Allows application data to be sent in the initial SYN packet in certain situations. TFO is a new optimization, which requires support both on client and server; investigate if your application can make use of it.

The combination of the preceding settings and the latest kernel will enable the best performance—lower latency and higher throughput—for individual TCP connections.

Depending on your application, you may also need to tune other TCP settings on the server to optimize for high connection rates, memory consumption, or similar criteria. However, these configuration settings are dependent on the platform, application, and hardware—consult your platform documentation as required.

For Linux users, ss is a useful power tool to inspect various statistics for open sockets. From the command line, run ss --options --extended --memory --processes --info to see the current peers and their respective connection settings.

Tuning Application Behavior

Tuning performance of TCP allows the server and client to deliver the best throughput and latency for an individual connection. However, how an application uses each new, or established, TCP connection can have an even greater impact:

  • No bit is faster than one that is not sent; send fewer bits.
  • We can’t make the bits travel faster, but we can move the bits closer.
  • TCP connection reuse is critical to improve performance.

Eliminating unnecessary data transfers is, of course, the single best optimization—e.g., eliminating unnecessary resources or ensuring that the minimum number of bits is transferred by applying the appropriate compression algorithm.
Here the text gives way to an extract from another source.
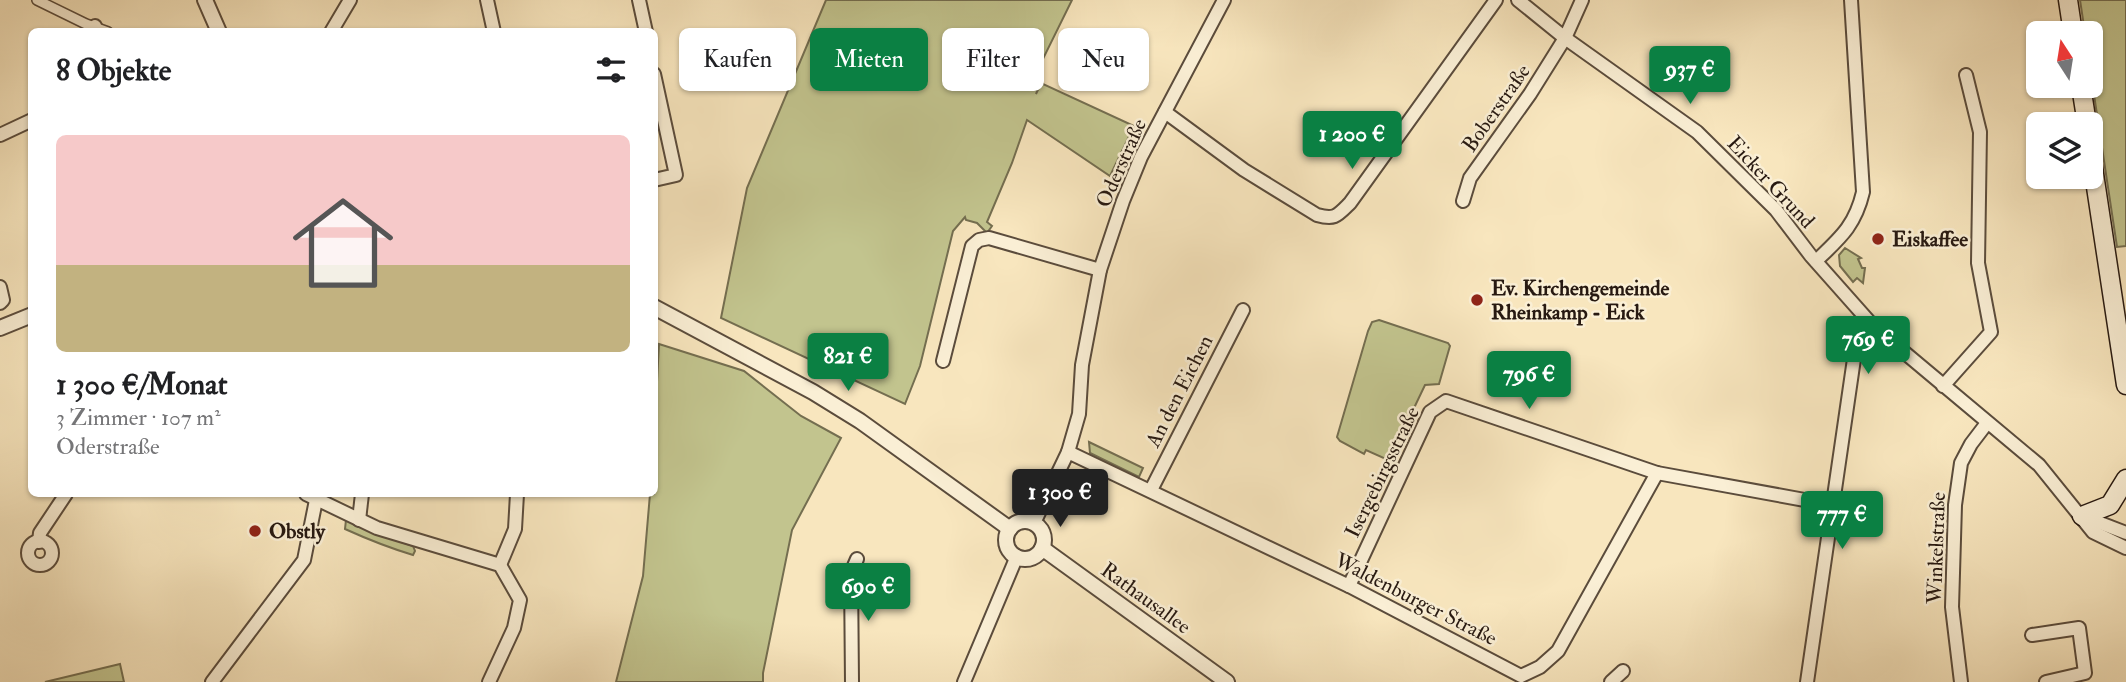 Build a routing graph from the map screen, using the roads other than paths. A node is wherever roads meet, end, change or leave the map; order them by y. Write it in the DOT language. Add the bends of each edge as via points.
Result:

Following that, locating the bits closer to the client, by geo-distributing servers around the world—e.g., using a CDN—will help reduce latency of network roundtrips and significantly improve TCP performance. Finally, where possible, existing TCP connections should be reused to minimize overhead imposed by slow-start and other congestion mechanisms.

Performance Checklist

Optimizing TCP performance pays high dividends, regardless of the type of application, for every new connection to your servers. A short list to put on the agenda:

  • Upgrade server kernel to latest version (Linux: 3.2+).
  • Ensure that cwnd size is set to 10.
  • Disable slow-start after idle.
  • Ensure that window scaling is enabled.
  • Eliminate redundant data transfers.
  • Compress transferred data.
  • Position servers closer to the user to reduce roundtrip times.
  • Reuse established TCP connections whenever possible.